Recorded data:
++++++

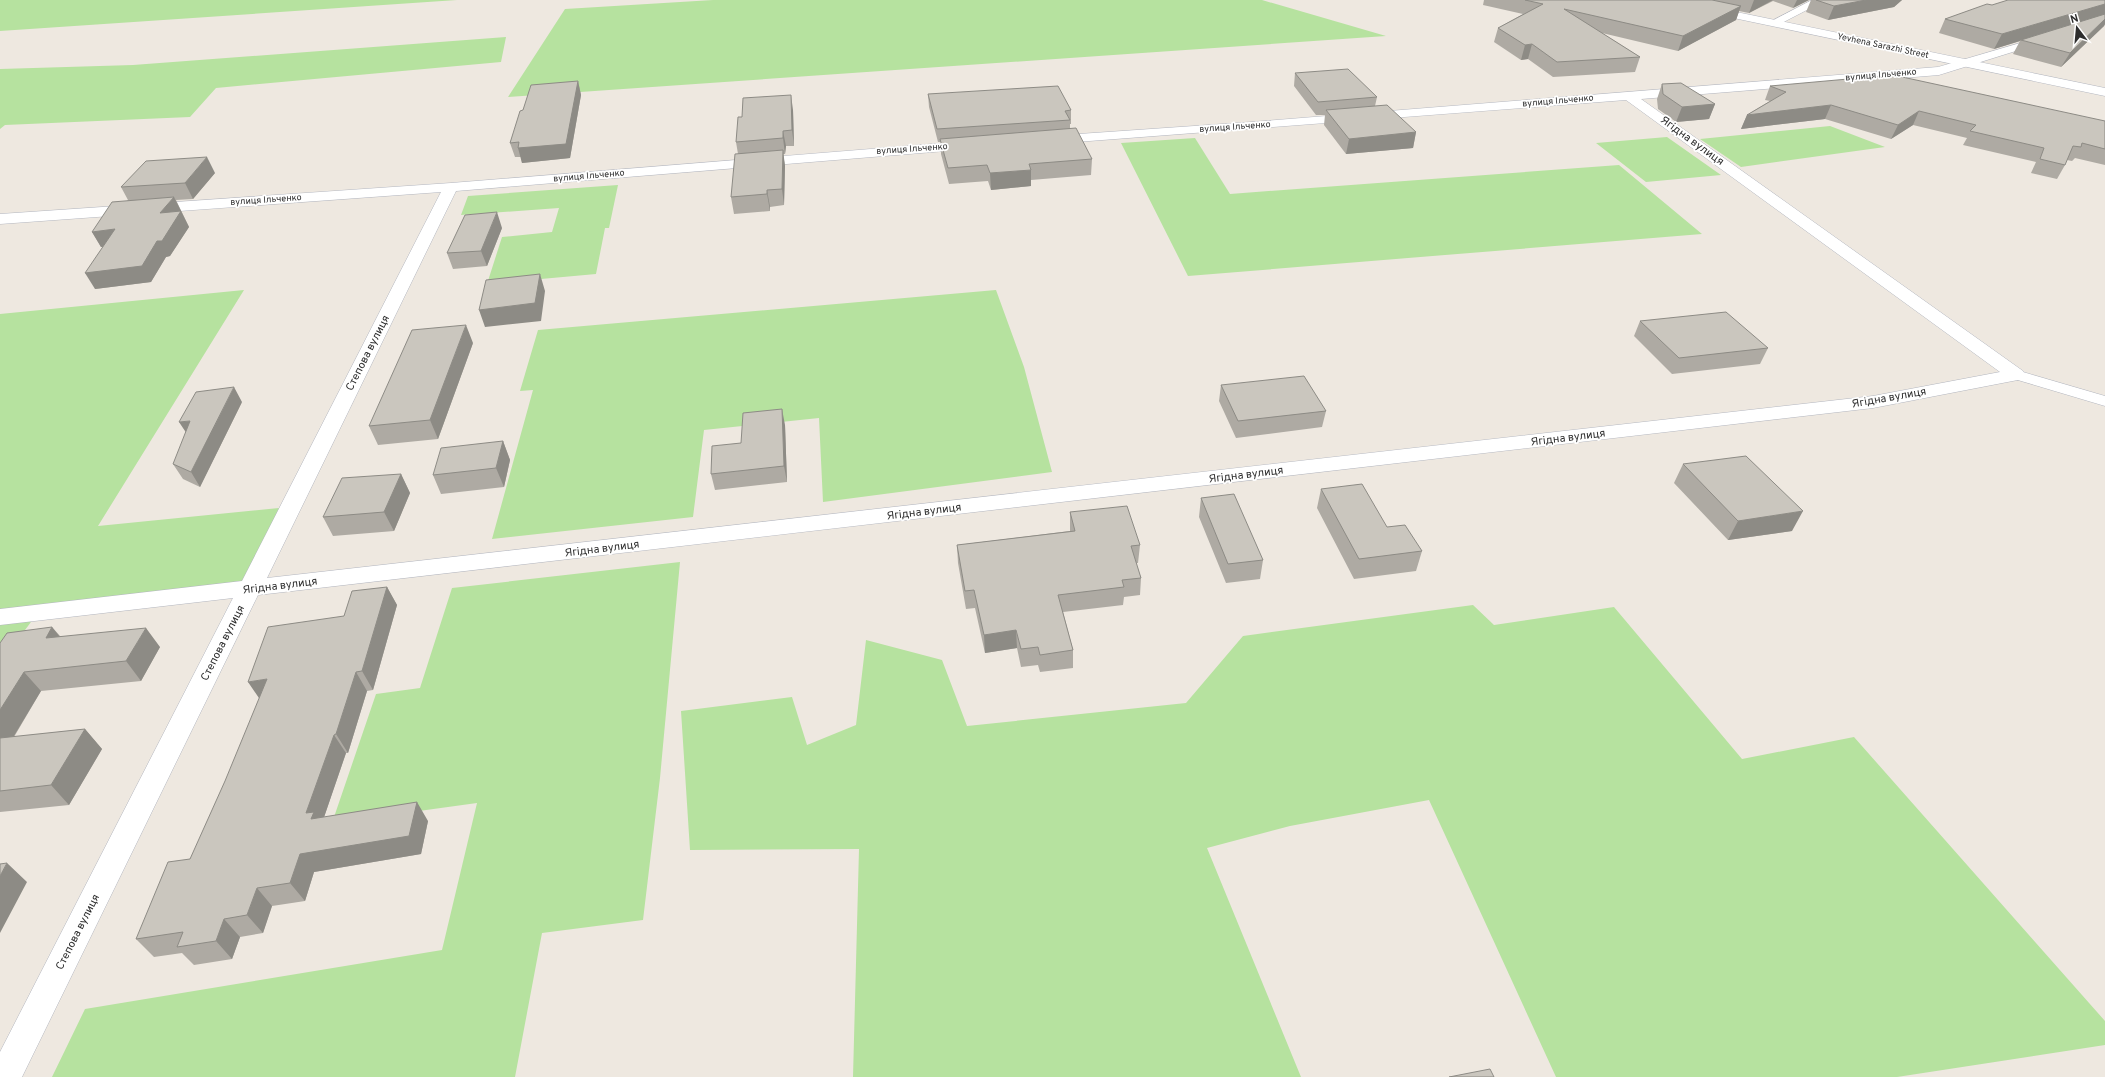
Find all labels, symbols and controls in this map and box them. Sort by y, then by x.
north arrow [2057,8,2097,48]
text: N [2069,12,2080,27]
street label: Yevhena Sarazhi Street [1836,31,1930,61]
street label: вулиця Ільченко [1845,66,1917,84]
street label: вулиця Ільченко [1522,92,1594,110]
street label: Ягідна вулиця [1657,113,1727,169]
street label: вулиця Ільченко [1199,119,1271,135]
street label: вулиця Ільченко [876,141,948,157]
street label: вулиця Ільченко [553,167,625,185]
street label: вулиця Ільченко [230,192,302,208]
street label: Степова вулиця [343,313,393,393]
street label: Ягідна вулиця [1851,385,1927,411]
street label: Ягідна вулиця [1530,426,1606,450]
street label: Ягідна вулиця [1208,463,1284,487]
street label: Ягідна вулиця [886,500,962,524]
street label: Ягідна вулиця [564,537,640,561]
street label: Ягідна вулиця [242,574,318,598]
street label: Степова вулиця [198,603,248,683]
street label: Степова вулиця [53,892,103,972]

++++++

Output all of the data above exactly; no pictures should appear.

### RESPONSE BELOW
Find all labels, symbols and controls in this map and box them. Sort by y, then by x.
north arrow [2057,8,2097,48]
text: N [2069,12,2080,27]
street label: Yevhena Sarazhi Street [1836,31,1930,61]
street label: вулиця Ільченко [1845,66,1917,84]
street label: вулиця Ільченко [1522,92,1594,110]
street label: Ягідна вулиця [1657,113,1727,169]
street label: вулиця Ільченко [1199,119,1271,135]
street label: вулиця Ільченко [876,141,948,157]
street label: вулиця Ільченко [553,167,625,185]
street label: вулиця Ільченко [230,192,302,208]
street label: Степова вулиця [343,313,393,393]
street label: Ягідна вулиця [1851,385,1927,411]
street label: Ягідна вулиця [1530,426,1606,450]
street label: Ягідна вулиця [1208,463,1284,487]
street label: Ягідна вулиця [886,500,962,524]
street label: Ягідна вулиця [564,537,640,561]
street label: Ягідна вулиця [242,574,318,598]
street label: Степова вулиця [198,603,248,683]
street label: Степова вулиця [53,892,103,972]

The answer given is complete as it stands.